Dan Ravenscroft : Parfait, même si on n’est pas du tout certain de tous les connaître.

« Pour savoir si j’aime un groupe, c’est assez simple. Quand j’aime, j’ai envie d’en faire parti. Et j’ai vraiment pas du tout envie de faire parti d’Editors »

Birmingham est une ville connue pour sa reconnaissance du « jour des vétérans ». On va donc évoquer des groupes plus ou moins vieux. Et on commence par Editors.

Dan Ravenscroft : J’adore Editors, c’est un très bon groupe groupe.

Kindo : Je ne suis pas du tout d’accord.

Dan Ravenscroft : J’aime beaucoup leur musique. Un morceau comme Smokers outside the hospital doors, c’est fantastique. C’est un morceau très puissant, où tout est dit dès le titre. Mais vas-y, tu peux parler.

Kindo : Pour savoir si j’aime un groupe, c’est assez simple. Quand j’aime, j’ai envie d’en faire partie.
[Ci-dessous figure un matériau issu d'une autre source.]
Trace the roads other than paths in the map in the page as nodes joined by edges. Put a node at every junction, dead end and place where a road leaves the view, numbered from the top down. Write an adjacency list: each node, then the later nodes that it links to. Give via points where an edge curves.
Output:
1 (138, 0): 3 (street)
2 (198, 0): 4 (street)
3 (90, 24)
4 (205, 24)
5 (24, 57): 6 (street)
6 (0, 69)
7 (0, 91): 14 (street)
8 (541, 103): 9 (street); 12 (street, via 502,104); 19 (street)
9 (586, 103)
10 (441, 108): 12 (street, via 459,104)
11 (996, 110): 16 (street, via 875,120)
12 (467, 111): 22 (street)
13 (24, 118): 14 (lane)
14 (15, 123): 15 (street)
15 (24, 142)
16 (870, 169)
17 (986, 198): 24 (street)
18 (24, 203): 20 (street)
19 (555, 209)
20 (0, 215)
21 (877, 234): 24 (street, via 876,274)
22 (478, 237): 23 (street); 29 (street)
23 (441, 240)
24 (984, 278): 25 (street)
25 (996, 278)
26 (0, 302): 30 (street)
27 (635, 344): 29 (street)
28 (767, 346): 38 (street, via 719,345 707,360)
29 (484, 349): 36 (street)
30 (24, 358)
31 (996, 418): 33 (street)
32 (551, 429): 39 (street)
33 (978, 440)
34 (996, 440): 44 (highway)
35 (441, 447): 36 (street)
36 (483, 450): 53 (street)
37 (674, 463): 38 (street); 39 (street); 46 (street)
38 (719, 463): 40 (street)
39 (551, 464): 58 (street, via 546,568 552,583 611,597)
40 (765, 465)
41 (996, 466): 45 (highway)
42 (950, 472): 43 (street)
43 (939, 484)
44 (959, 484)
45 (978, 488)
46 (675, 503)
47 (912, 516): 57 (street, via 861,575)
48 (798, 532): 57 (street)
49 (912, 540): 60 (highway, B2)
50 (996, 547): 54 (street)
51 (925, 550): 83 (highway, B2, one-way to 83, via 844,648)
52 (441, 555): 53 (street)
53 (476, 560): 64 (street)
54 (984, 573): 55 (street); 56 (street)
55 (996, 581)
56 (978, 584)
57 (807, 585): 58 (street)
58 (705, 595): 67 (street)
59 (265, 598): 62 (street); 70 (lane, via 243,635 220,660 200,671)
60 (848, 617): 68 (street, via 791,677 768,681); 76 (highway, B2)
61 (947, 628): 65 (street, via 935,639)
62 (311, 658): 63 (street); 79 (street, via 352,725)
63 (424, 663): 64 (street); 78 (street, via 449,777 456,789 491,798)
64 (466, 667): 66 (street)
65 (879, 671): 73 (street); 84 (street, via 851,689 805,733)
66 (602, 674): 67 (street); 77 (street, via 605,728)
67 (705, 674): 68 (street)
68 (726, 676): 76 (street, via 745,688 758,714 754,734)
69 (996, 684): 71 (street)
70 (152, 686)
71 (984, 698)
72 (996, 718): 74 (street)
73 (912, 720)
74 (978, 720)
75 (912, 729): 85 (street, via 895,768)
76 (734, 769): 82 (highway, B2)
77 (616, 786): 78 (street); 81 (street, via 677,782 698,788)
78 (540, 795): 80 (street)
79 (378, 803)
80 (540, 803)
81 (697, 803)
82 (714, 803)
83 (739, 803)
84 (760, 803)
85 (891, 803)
Et j’ai vraiment pas du tout envie de faire partie d’Editors.

Dan Ravenscroft : Bonne réponse.

On enchaîne. Black Sabbath ?

Dan Ravenscroft : Très bon.

Kindo : Excellent. Incroyable. Je veux définitivement faire parti de Black Sabbath. Pour les fêtes, notamment !

Dan Ravenscroft : La voix d’Ozzy Osbourne est juste phénoménale. J’aurais du mal à la décrire précisément, mais en Angleterre on dirait qu’il a une voix de « bad boy » qui colle parfaitement à la musique du groupe.

Ocean Colour Scene ?

Dan Ravenscroft (en français) : Comme ci, comme ça.
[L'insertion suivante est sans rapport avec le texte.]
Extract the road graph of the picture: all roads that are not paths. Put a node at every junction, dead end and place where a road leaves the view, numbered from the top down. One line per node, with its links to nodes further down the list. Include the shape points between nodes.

Kindo (en allemand) : Nichts.

The Streets ?

Kindo : C’est ok pour moi.

Dan Ravenscroft : C’est le groupe de Mike Skinner ? Il a fait quelques bons trucs, mais c’est pas pour moi. Ceci dit, c’est un mec cool avec qui on a déjà fait la fête.

C’est peut-être pour ça que tu n’apprécies pas sa musique ?

Dan Ravenscroft : Pas du tout. Pour être honnête, j’arrive pas à savoir si c’est un génie ou si il est atroce. En fait, je n’arrive pas à savoir s’il fait une musique que je ne comprends pas ou si à l’inverse, je comprends tout et il fait vraiment de la merde. Tu vois ce que je veux dire ?

Kindo : Très bien.

« Aujourd’hui, à Birmingham, tu vas trouver plein de groupes qui veulent juste être le nouvel « Alex Turner et ses Arctic Monkeys ». Ca me gonfle ».

Et Duran Duran ?

Dan Ravenscroft : Je les connais. Leur look est meilleur que leur musique.

Si vous deviez choisir un seul groupe de Birmingham qui compte ou a compté pour vous, ça serait lequel ?

Dan Ravenscroft : Il y a un groupe vraiment excellent à Birmingham. Les mecs sont cool et je les adore.

Leur nom s’il-te-plait ?

Dan Ravenscroft : The Silver Lines.

Ok, bien joué.

Kindo : Plus sérieusement, on choisirait probablement Led Zeppelin. Robert Plant est de Birmingham. C’est le groupe vers lequel on lève le plus les yeux, même si on ne fait pas la même musique qu’eux.

Dan Ravenscroft : Et puis c’est quand même Led Zeppelin, merde.

Dans les paroles de vos morceaux, il arrive que vous parliez de masculinité toxique. C’est quelque chose d’important pour vous ou juste une thématique parmi d’autres ?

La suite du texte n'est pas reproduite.